**LISTED ENTRIES**
----

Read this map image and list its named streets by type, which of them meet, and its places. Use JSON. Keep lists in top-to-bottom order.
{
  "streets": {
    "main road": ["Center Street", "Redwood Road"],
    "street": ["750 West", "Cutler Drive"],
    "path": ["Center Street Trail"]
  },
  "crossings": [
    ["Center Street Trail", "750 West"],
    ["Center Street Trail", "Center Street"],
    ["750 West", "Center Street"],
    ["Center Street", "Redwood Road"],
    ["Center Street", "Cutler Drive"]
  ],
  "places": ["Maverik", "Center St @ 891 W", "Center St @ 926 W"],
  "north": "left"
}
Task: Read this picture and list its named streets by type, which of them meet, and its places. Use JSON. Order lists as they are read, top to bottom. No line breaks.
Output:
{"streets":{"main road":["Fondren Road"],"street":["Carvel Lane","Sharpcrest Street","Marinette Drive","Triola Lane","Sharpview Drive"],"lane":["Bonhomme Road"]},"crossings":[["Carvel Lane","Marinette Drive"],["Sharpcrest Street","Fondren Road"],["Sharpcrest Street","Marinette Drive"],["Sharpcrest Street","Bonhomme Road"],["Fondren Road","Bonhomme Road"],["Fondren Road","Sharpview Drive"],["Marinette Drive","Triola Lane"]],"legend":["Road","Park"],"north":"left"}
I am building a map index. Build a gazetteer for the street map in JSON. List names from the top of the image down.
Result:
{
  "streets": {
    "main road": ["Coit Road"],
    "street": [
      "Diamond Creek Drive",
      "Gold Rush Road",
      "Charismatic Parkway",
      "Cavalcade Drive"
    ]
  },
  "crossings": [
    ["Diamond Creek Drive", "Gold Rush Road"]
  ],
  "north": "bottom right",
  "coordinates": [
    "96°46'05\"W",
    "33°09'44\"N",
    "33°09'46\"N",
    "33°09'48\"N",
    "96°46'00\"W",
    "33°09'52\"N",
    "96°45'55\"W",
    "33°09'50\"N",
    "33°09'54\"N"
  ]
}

----

**BRIEF**
The full set of entries should be copied out exactly as given.

**ANSWER AREA**
Read this map image and list its named streets by type, which of them meet, and its places. Use JSON. Keep lists in top-to-bottom order.
{
  "streets": {
    "main road": ["Center Street", "Redwood Road"],
    "street": ["750 West", "Cutler Drive"],
    "path": ["Center Street Trail"]
  },
  "crossings": [
    ["Center Street Trail", "750 West"],
    ["Center Street Trail", "Center Street"],
    ["750 West", "Center Street"],
    ["Center Street", "Redwood Road"],
    ["Center Street", "Cutler Drive"]
  ],
  "places": ["Maverik", "Center St @ 891 W", "Center St @ 926 W"],
  "north": "left"
}
Task: Read this picture and list its named streets by type, which of them meet, and its places. Use JSON. Order lists as they are read, top to bottom. No line breaks.
Output:
{"streets":{"main road":["Fondren Road"],"street":["Carvel Lane","Sharpcrest Street","Marinette Drive","Triola Lane","Sharpview Drive"],"lane":["Bonhomme Road"]},"crossings":[["Carvel Lane","Marinette Drive"],["Sharpcrest Street","Fondren Road"],["Sharpcrest Street","Marinette Drive"],["Sharpcrest Street","Bonhomme Road"],["Fondren Road","Bonhomme Road"],["Fondren Road","Sharpview Drive"],["Marinette Drive","Triola Lane"]],"legend":["Road","Park"],"north":"left"}
I am building a map index. Build a gazetteer for the street map in JSON. List names from the top of the image down.
Result:
{
  "streets": {
    "main road": ["Coit Road"],
    "street": [
      "Diamond Creek Drive",
      "Gold Rush Road",
      "Charismatic Parkway",
      "Cavalcade Drive"
    ]
  },
  "crossings": [
    ["Diamond Creek Drive", "Gold Rush Road"]
  ],
  "north": "bottom right",
  "coordinates": [
    "96°46'05\"W",
    "33°09'44\"N",
    "33°09'46\"N",
    "33°09'48\"N",
    "96°46'00\"W",
    "33°09'52\"N",
    "96°45'55\"W",
    "33°09'50\"N",
    "33°09'54\"N"
  ]
}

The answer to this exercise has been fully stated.